There will be greater tension than usual among engineers and scientists at Europe’s spaceport at Kourou, French Guiana, in January 2003, as they gather to see ESA’s comet-chasing spacecraft Rosetta departing on its long journey. If it is to keep its rendezvous with Comet Wirtanen in 2012, Rosetta must lift off on its Ariane-5 launcher no sooner than 03:40 CET on 13 January 2003 and no later than the end of that month.
This span of suitable dates is called a launch window. For interplanetary missions, such windows are much stricter than for satellites orbiting the Earth. To send a spacecraft from the ever-moving Earth to a planet or a comet following another course through space is highly complicated. Timing is everything.
Before it can meet Comet Wirtanen, far out in space, Rosetta first has a series of planetary appointments to keep. With each close fly-by of a planet, it receives an energy boost because of the planet’s gravitational pull. The spacecraft is due to pass by Mars in August 2005, then do high-speed fly-bys of the Earth in November 2005 and November 2007.
Rosetta’s fly-by of Mars
In a way, Rosetta is like a passenger on a train journey involving several changes. Unless the first train leaves right on time, with the spacecraft on-board, it will miss the later connections. If it departed after 31 January 2003, Rosetta would be unable to reach the target comet.
“The cosmic clock of the Solar System fixed our launch date when Comet Wirtanen was selected as Rosetta’s target ten years ago,” comments John Ellwood, project manager for the mission. “Although there are risks in a precise, rather short launch window, it’s had the advantage that everyone concerned knew there was no room for discussion – they had to be ready.”
Besides the restricted span of launch dates, there is also a tight limit on the time of day at which Rosetta can leave Earth. Because the Earth rotates, Kourou must be correctly positioned in relation to the direction in which the spacecraft must head off, on the first leg of its interplanetary journey.
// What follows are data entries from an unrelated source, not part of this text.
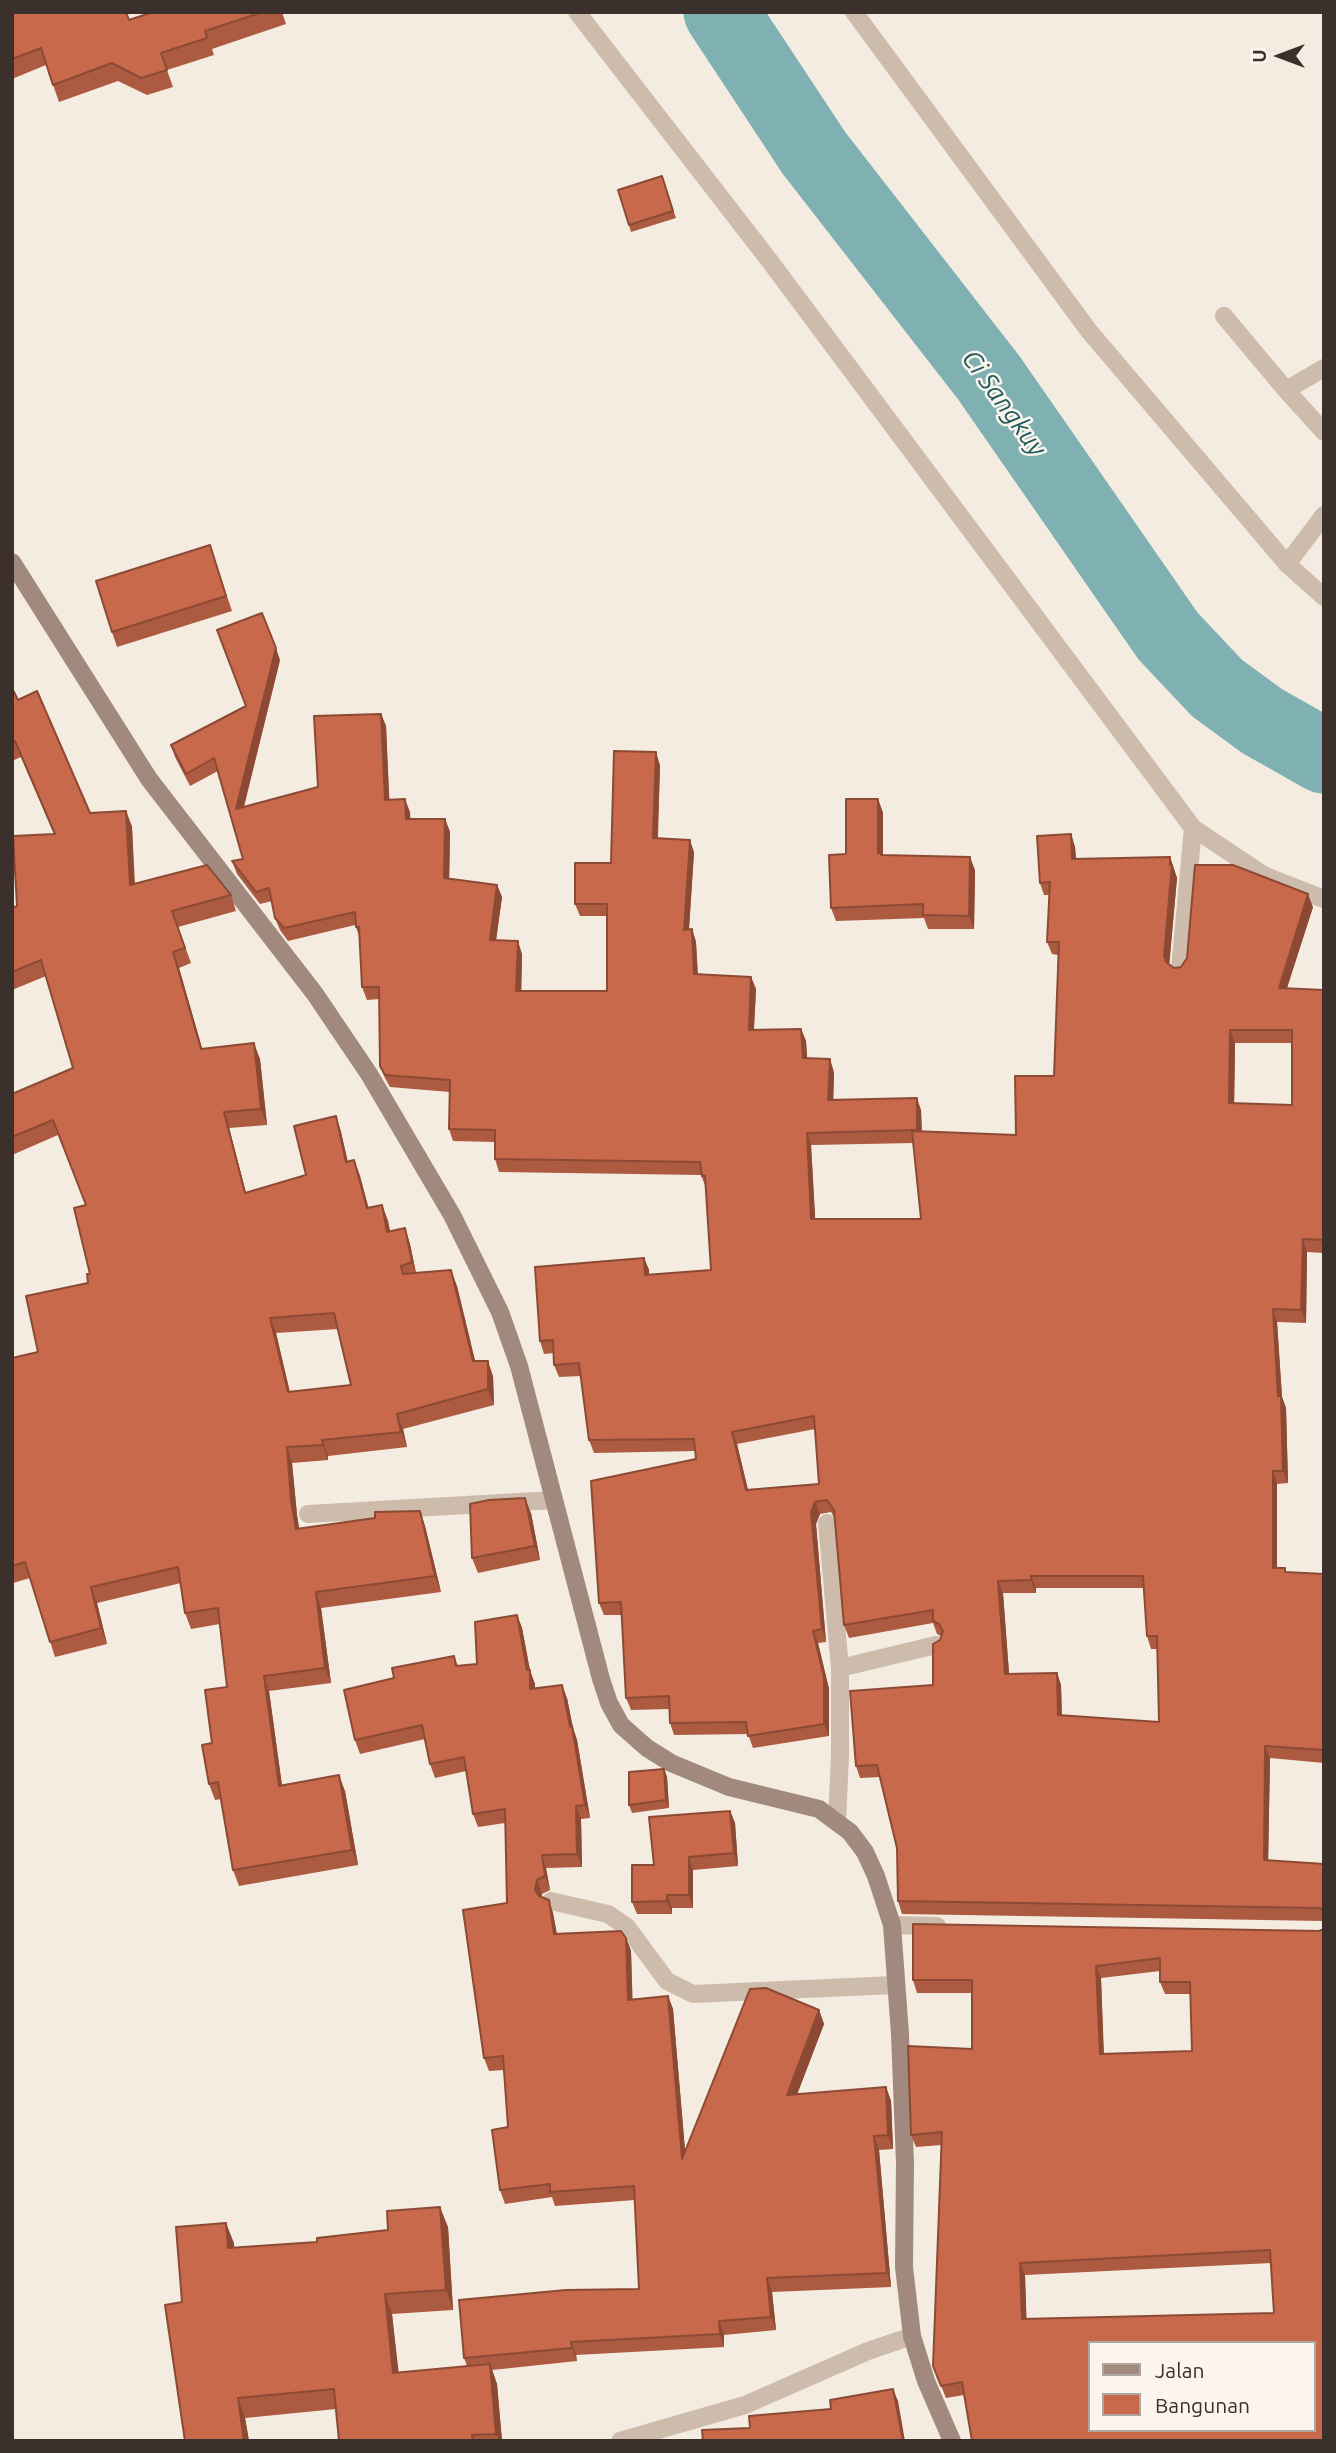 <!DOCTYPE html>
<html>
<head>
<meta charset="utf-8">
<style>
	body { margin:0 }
	#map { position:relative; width:1336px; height:2453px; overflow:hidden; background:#f4ebe1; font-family:Ubuntu,sans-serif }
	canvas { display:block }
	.frame { position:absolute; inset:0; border:14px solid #3b302b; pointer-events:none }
	.legend { position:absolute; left:1088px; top:2341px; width:228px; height:91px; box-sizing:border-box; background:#fbf5ee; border:2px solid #aea6a0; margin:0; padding:9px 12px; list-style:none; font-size:21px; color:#3b302b }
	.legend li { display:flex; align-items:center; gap:14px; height:35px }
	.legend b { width:35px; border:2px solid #aea6a0 }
	.north { position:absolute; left:1245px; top:21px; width:70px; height:70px; -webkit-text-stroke:5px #fbf5ee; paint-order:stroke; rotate:270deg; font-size:19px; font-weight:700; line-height:28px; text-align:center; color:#3b302b }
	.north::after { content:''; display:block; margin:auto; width:24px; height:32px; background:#3b302b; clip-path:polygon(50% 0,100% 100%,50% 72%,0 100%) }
</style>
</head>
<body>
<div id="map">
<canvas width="1336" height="2453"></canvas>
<div class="frame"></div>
<ul class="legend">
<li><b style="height:9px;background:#a18a7d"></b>Jalan</li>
<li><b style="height:19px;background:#c8694b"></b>Bangunan</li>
</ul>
<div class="north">U</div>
</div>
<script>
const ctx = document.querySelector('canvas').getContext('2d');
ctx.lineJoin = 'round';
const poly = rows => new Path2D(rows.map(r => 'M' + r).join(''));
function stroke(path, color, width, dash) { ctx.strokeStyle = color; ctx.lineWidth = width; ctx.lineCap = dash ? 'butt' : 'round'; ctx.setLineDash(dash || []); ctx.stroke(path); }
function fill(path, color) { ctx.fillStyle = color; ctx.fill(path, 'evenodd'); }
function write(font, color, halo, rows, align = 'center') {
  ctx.font = font + ' Ubuntu,sans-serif'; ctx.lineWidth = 5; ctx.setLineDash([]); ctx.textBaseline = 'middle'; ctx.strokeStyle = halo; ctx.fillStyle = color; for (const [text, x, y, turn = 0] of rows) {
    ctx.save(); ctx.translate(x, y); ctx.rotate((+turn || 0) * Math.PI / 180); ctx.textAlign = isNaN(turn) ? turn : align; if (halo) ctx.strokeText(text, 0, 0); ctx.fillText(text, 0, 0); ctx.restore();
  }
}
const river = poly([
	[721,12,814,153,989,378,1168,636,1217,688,1262,721,1324,756]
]);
const lane = poly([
	[854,12,1089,331,1287,564],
	[620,2441,745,2405,868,2351,912,2336]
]);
const street = poly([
	[577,12,769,260,1193,828,1265,876,1324,899],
	[1224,316,1286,390],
	[1324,368,1286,390,1324,432],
	[1324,515,1287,564,1324,597],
	[1180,969,1193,828],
	[308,1514,554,1500],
	[827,1523,840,1668],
	[837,1820,840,1756,840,1668,936,1645],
	[551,1901,608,1914,627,1927,667,1981,693,1994,895,1985],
	[892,1925,937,1926]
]);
const secondary = poly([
	[12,562,149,779,315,994,369,1074,452,1215,500,1312,519,1366,601,1679,609,1703,621,1725,647,1748,671,1763,729,1787,819,1809,850,1832,865,1852,876,1876,892,1925,900,2034,905,2163,904,2267,912,2336,926,2381,952,2441]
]);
const wall = poly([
	[12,12,129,20,153,12,282,12,286,24,212,49,214,55,167,70,173,87,147,95,118,81,59,102,46,65,12,79],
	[662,176,676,218,631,232,629,225],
	[210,545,232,611,117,647,112,632],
	[280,660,244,807,318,787,381,714,386,726,389,800,410,812,410,819,445,819,450,832,449,879,497,885,502,897,496,941,522,954,521,991,607,991,607,916,580,916,575,904,611,863,660,765,658,838,694,852,689,930,692,929,696,942,698,974,751,977,756,989,754,1030,801,1029,806,1041,807,1059,834,1072,833,1100,921,1110,922,1132,1016,1135,1054,1076,1058,955,1052,954,1047,942,1049,895,1044,895,1040,883,1071,834,1075,847,1076,859,1170,857,1177,878,1169,964,1174,968,1181,967,1313,907,1287,988,1324,990,1324,1253,1307,1252,1306,1323,1277,1322,1282,1397,1286,1408,1288,1483,1277,1484,1277,1568,1285,1568,1286,1572,1324,1574,1324,1763,1270,1758,1268,1860,1324,1864,1324,1921,902,1914,898,1901,897,1848,880,1777,860,1778,856,1766,933,1685,941,1636,937,1634,933,1623,849,1638,844,1625,834,1517,831,1512,820,1514,816,1524,826,1642,818,1643,829,1689,829,1736,753,1748,748,1734,674,1735,670,1723,669,1709,631,1710,626,1698,622,1615,604,1615,599,1603,696,1459,695,1451,594,1453,589,1440,581,1376,559,1377,554,1365,554,1353,544,1354,540,1341,644,1258,649,1270,649,1275,711,1270,706,1188,701,1175,499,1172,495,1159,495,1142,453,1141,449,1129,450,1092,390,1087,385,1078,380,1066,379,999,367,1000,362,987,360,938,355,925,288,941,280,930,275,918,272,901,260,904,237,874,232,861,243,859,218,771,190,786,175,757,171,745,246,706],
	[1235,1043,1292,1043,1292,1105,1234,1103],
	[914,1143,921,1219,815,1219,811,1145],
	[815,1429,819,1484,748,1490,737,1444],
	[1036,1588,1144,1588,1147,1636,1151,1649,1158,1649,1159,1722,1062,1716,1061,1685,1057,1673,1009,1674,1003,1593,1036,1593],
	[12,688,18,700,90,813,126,811,132,827,135,884,231,895,236,911,178,927,191,963,179,968,202,1049,260,1059,267,1125,229,1128,246,1193,306,1175,336,1116,341,1132,348,1162,354,1160,360,1176,368,1208,382,1205,388,1221,390,1231,405,1228,410,1244,416,1273,457,1286,475,1361,493,1376,494,1405,403,1429,407,1447,328,1456,328,1460,292,1463,297,1515,299,1529,375,1518,420,1511,425,1526,441,1592,321,1608,331,1683,269,1691,282,1785,345,1791,358,1865,239,1886,233,1870,221,1799,215,1800,209,1784,212,1743,227,1687,220,1624,191,1629,185,1613,181,1583,97,1603,107,1644,55,1657,30,1578,13,1583,12,1581,12,1358,38,1352,88,1283,90,1274,86,1205,58,1135,12,1155,12,1094,73,1068,46,976,12,990,12,908,17,906,54,834,21,757,12,761],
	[338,1329,351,1385,290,1392,276,1333],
	[878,799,883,813,883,855,975,870,974,929,928,929,924,918,836,921,831,908,846,854],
	[531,1513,540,1560,478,1573,472,1558],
	[517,1615,522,1628,530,1670,535,1684,535,1689,567,1698,573,1728,577,1740,590,1818,581,1819,582,1867,546,1868,550,1890,542,1894,542,1897,549,1900,553,1913,557,1934,626,1938,631,1951,632,1999,668,1996,673,2009,685,2151,819,2010,824,2024,797,2094,886,2087,891,2101,893,2149,879,2150,891,2287,772,2292,776,2330,724,2335,724,2347,576,2355,577,2361,492,2370,497,2384,502,2441,339,2441,336,2409,245,2418,249,2441,185,2441,182,2302,234,2243,234,2248,317,2242,448,2227,453,2310,392,2314,398,2373,467,2366,464,2358,639,2289,635,2200,555,2206,552,2197,505,2204,500,2190,508,2127,504,2070,489,2071,484,2058,507,1903,505,1823,478,1827,473,1814,466,1771,435,1778,430,1764,425,1739,360,1754,355,1740,394,1678,454,1656,458,1666,477,1664],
	[664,1769,667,1777,669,1808,632,1813,629,1805],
	[730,1811,735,1823,738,1866,693,1870,693,1908,672,1908,672,1914,637,1914,632,1902,654,1865],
	[913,1924,1319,1931,1324,1929,1324,2441,972,2441,964,2395,946,2398,933,2366,941,2145,916,2147,911,2135,908,2046,972,2049,972,1993,917,1993,913,1980],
	[1160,1971,1160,1982,1165,1994,1190,1994,1192,2051,1104,2054,1101,1978],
	[1271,2263,1274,2313,1026,2319,1025,2275],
	[1089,2343,1313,2343,1313,2430,1089,2430]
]);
const shadedWall = poly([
	[276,648,280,660,240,821,236,809],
	[381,714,386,726,390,813,385,800],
	[656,752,660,765,657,850,653,838],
	[405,799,410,812,411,832,406,819],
	[878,799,883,813,883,857,878,853],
	[126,811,132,827,135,901,130,885],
	[445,819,450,832,449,890,444,878],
	[1071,834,1075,847,1077,871,1072,859],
	[690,840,694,852,688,942,684,930],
	[970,857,975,870,974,929,969,916],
	[1170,857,1177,878,1169,968,1166,962,1164,956],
	[497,885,502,897,494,953,490,940],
	[1308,894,1313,907,1283,1000,1279,988],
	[692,929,696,942,698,986,694,974],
	[518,941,522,954,521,1004,516,991],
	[173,952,179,968,207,1065,201,1049],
	[751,977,756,989,753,1043,749,1030],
	[801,1029,806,1041,808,1071,803,1058],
	[1230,1030,1235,1043,1234,1115,1229,1103],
	[254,1043,260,1059,267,1125,261,1109],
	[830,1059,834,1072,833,1112,828,1100],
	[917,1098,921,1110,922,1143,917,1130],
	[224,1112,229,1128,250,1209,245,1193],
	[336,1116,341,1132,351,1178,346,1162],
	[807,1133,811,1145,816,1232,811,1219],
	[354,1160,360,1176,373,1224,367,1208],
	[382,1205,388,1221,393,1247,387,1232],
	[405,1228,410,1244,417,1278,412,1262],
	[1303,1239,1307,1252,1306,1323,1301,1310],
	[644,1258,649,1270,650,1287,645,1275],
	[451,1270,457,1286,479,1377,473,1361],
	[1273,1309,1277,1322,1282,1397,1286,1408,1288,1483,1283,1471],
	[270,1318,276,1333,293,1407,288,1392],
	[488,1361,493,1376,494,1405,488,1389],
	[397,1414,403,1429,407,1447,401,1432],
	[732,1432,737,1444,751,1503,746,1490],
	[322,1440,328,1456,328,1460,323,1445],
	[287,1447,292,1463,297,1515,302,1545,296,1529,291,1500],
	[1273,1471,1277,1484,1277,1581,1273,1568],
	[525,1498,531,1513,540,1560,535,1546],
	[815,1502,820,1514,816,1524,826,1642,822,1629,811,1512],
	[420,1511,425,1526,441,1592,435,1576],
	[1031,1576,1036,1588,1036,1593,1031,1580],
	[998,1581,1003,1593,1010,1686,1005,1674],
	[91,1587,97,1603,107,1644,101,1628],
	[316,1592,321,1608,331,1683,325,1668],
	[517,1615,522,1628,530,1671,535,1684,535,1703,530,1689],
	[813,1631,818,1643,829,1689,829,1736,824,1724],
	[1057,1673,1061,1685,1062,1728,1058,1715],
	[264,1676,269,1691,284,1801,279,1786],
	[562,1685,567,1698,573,1728,577,1740,590,1818,585,1805],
	[1265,1746,1270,1758,1268,1872,1264,1860],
	[664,1769,667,1777,669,1808,666,1800],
	[339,1775,345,1791,358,1865,352,1850],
	[576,1806,581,1819,582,1867,577,1854],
	[730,1811,735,1823,738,1866,734,1853],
	[542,1855,546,1868,550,1890,545,1876],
	[689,1857,693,1870,693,1908,689,1895],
	[537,1880,542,1894,540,1904,535,1890],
	[667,1895,672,1908,672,1914,667,1901],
	[549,1900,553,1913,559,1948,554,1934],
	[626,1938,631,1951,633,2013,628,2000],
	[1096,1966,1101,1978,1104,2067,1100,2054],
	[668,1996,673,2009,687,2173,682,2159],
	[819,2010,824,2024,792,2108,787,2095],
	[886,2087,891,2101,893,2149,888,2135],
	[874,2136,879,2150,891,2287,887,2273],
	[440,2207,448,2227,453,2310,446,2290],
	[226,2223,234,2243,235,2268,228,2248],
	[1020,2263,1025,2275,1027,2331,1022,2319],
	[767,2278,772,2292,776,2330,771,2317],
	[385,2294,392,2314,401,2393,393,2373],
	[719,2321,724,2335,724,2347,720,2334],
	[571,2342,576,2355,577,2361,572,2348],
	[490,2364,497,2384,502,2441,499,2441,496,2434],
	[893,2389,898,2401,905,2441,903,2441],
	[238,2398,245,2418,249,2441,244,2441]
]);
const building = poly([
	[12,12,126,12,129,20,153,12,263,12,205,31,207,38,161,53,167,70,141,78,112,63,53,85,41,48,12,59,12,12],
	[662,176,673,211,629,225,618,190,662,176],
	[210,545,226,596,112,632,96,581,210,545],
	[262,613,276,648,236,809,318,787,314,716,381,714,385,800,405,799,406,819,445,819,444,878,497,885,490,940,518,941,516,991,607,991,607,904,575,904,575,863,611,863,614,751,656,752,653,838,690,840,684,930,692,929,694,974,751,977,749,1030,801,1029,803,1058,830,1059,828,1100,917,1098,917,1130,807,1133,811,1219,921,1219,912,1131,1016,1135,1015,1076,1054,1076,1059,942,1047,942,1050,882,1040,883,1037,836,1071,834,1072,859,1170,857,1170,865,1172,865,1164,956,1166,962,1174,968,1181,967,1187,958,1195,865,1233,865,1308,894,1279,988,1324,990,1324,1240,1303,1239,1301,1310,1273,1309,1278,1396,1281,1396,1283,1471,1273,1471,1273,1568,1285,1568,1285,1572,1324,1574,1324,1750,1265,1746,1264,1860,1324,1864,1324,1911,1320,1908,898,1901,897,1848,877,1765,856,1766,850,1691,933,1685,933,1644,940,1640,943,1631,939,1624,933,1621,933,1610,844,1625,834,1510,827,1500,815,1502,811,1512,822,1629,813,1631,824,1677,824,1724,748,1736,746,1722,670,1723,669,1696,626,1698,621,1602,599,1603,591,1481,696,1459,694,1439,589,1440,579,1363,554,1365,553,1340,540,1341,535,1267,644,1258,645,1275,711,1270,705,1176,702,1176,700,1162,495,1159,495,1130,449,1129,450,1080,385,1075,380,1066,379,987,362,987,359,927,356,927,355,912,284,928,275,918,269,888,256,892,232,861,243,859,214,758,186,774,171,745,246,706,217,630,262,613],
	[1230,1030,1292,1030,1292,1105,1229,1103,1230,1030],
	[814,1416,819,1484,746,1490,732,1432,814,1416],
	[1031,1576,1143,1576,1147,1636,1157,1636,1159,1722,1058,1715,1057,1673,1005,1674,998,1581,1031,1580,1031,1576],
	[12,688,18,700,37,691,90,813,126,811,130,885,207,865,231,895,172,911,185,948,173,952,201,1049,254,1043,261,1109,224,1112,245,1193,306,1175,294,1126,336,1116,346,1162,354,1160,367,1208,382,1205,387,1232,405,1228,412,1262,401,1266,403,1274,451,1270,473,1361,488,1361,488,1389,397,1414,401,1432,322,1440,323,1445,287,1447,291,1500,296,1529,375,1518,375,1512,420,1511,435,1576,316,1592,325,1668,264,1676,279,1786,339,1775,352,1850,233,1870,218,1782,209,1784,202,1745,212,1743,205,1690,227,1687,218,1608,185,1613,178,1567,91,1587,101,1628,50,1642,25,1562,12,1566,12,1358,38,1352,26,1296,88,1283,87,1274,90,1274,74,1208,86,1205,53,1120,12,1137,12,1094,73,1068,41,960,12,972,12,908,17,906,13,836,55,834,15,741,12,743,12,688],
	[334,1313,351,1385,288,1392,270,1318,334,1313],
	[846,799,878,799,878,853,881,853,881,855,970,857,969,916,923,915,923,904,831,908,829,855,846,854,846,799],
	[525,1498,535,1546,472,1558,470,1504,489,1500,525,1498],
	[517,1615,527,1670,530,1670,530,1689,562,1685,570,1727,572,1726,585,1805,576,1806,577,1854,542,1855,545,1876,537,1880,535,1890,539,1896,549,1900,554,1934,621,1931,626,1938,628,2000,668,1996,682,2159,750,1989,766,1988,819,2010,787,2095,886,2087,888,2135,874,2136,887,2273,767,2278,771,2317,719,2321,720,2334,571,2342,572,2348,464,2358,459,2300,566,2290,639,2289,634,2186,550,2192,550,2184,500,2190,492,2130,508,2127,503,2056,484,2058,463,1910,507,1903,505,1809,473,1814,464,1757,430,1764,422,1725,355,1740,344,1690,394,1678,392,1668,454,1656,456,1666,477,1664,475,1622,517,1615],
	[664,1769,666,1800,629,1805,629,1772,664,1769],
	[730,1811,734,1853,689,1857,689,1895,667,1895,667,1901,632,1902,632,1865,654,1865,649,1817,730,1811],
	[913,1924,1319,1931,1324,1929,1324,2441,972,2441,962,2382,941,2386,933,2366,942,2132,911,2135,908,2046,972,2049,972,1980,913,1980,913,1924],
	[1160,1958,1160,1982,1190,1982,1192,2051,1100,2054,1096,1966,1160,1958],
	[1270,2250,1274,2313,1022,2319,1020,2263,1270,2250],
	[1089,2343,1313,2343,1313,2430,1089,2430,1089,2343],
	[440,2207,446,2290,385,2294,393,2373,490,2364,496,2434,472,2435,473,2441,339,2441,334,2389,238,2398,244,2441,185,2441,165,2305,182,2302,176,2227,226,2223,228,2248,317,2242,317,2238,388,2230,387,2211,440,2207],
	[893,2389,903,2441,703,2441,702,2430,750,2428,749,2416,831,2409,830,2400,893,2389]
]);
const waterNames = [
	["Ci Sangkuy",1004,403,54]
];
stroke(river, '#7fb0b2', 75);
stroke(lane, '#cdbbac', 18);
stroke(street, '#cdbbac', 18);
stroke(secondary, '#a18a7d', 18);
fill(wall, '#ac5a40');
fill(shadedWall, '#8c4a34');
fill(building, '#c8694b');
stroke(building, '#8c4a34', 2);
write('italic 26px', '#1f5a5e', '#fbf5ee', waterNames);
</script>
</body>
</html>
The daily window is about 20 minutes, during which time the Earth rotates through 5 degrees.
Launch a rocket from a spinning planet!
In May 2003, similar concerns about a launch window will preoccupy the engineers and scientists of ESA’s Mars Express mission, at the Baikonur Cosmodrome in Kazakhstan, in the former Soviet Union. There the launcher will be a Soyuz-Fregat rocket. Scientists have always planned to use the especially favourable relative positions of Earth and Mars occurring in mid-2003 (and not repeated until 2020) for Mars Express to have an express flight to the Red Planet.
Opportunities to fly to Mars occur every 26 months, but the travelling distance varies a lot because the orbit of Mars is elliptical, that is, egg-shaped. The 2003 opportunity coincides with a time when the Earth is about to overtake Mars, as the planets orbit around the Sun, and when Mars happens to be in the closest sector of its orbit. The Mars Express launch window opens at 20:41 CET on 23 May 2003 and closes at 17:47 CET on 21 June 2003.
Almost nothing in space stands still with respect to Earth, so ESA’s scientists will have to be careful that their craft, Rosetta, leaves Earth at the right time and in the right way. The spacecraft has a long trip ahead.